ASSIGNMENT = How many lines in the listing below include the word "thumb"? Reply with the count alone.

PROVIDED MATERIAL =
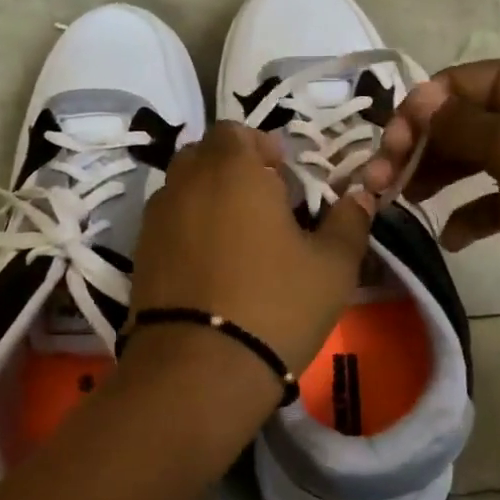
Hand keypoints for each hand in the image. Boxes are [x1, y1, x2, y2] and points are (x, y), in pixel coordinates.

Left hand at [127, 122, 373, 388]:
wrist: (199, 368)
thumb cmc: (276, 304)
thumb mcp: (332, 265)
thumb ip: (349, 221)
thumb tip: (360, 195)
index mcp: (232, 169)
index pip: (235, 131)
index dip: (261, 147)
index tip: (283, 179)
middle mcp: (186, 182)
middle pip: (205, 155)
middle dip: (233, 169)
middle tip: (263, 206)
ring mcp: (156, 218)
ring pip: (183, 187)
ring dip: (208, 197)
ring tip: (238, 238)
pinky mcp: (139, 253)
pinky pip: (168, 222)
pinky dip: (188, 228)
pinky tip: (211, 265)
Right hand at [360, 59, 499, 339]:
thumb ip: (460, 124)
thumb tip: (419, 100)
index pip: (459, 83)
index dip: (419, 110)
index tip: (389, 148)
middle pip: (459, 122)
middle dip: (418, 148)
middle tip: (380, 183)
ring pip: (470, 161)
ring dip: (434, 178)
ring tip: (402, 203)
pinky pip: (490, 203)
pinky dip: (467, 215)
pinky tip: (451, 237)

ANSWER SPACE = 6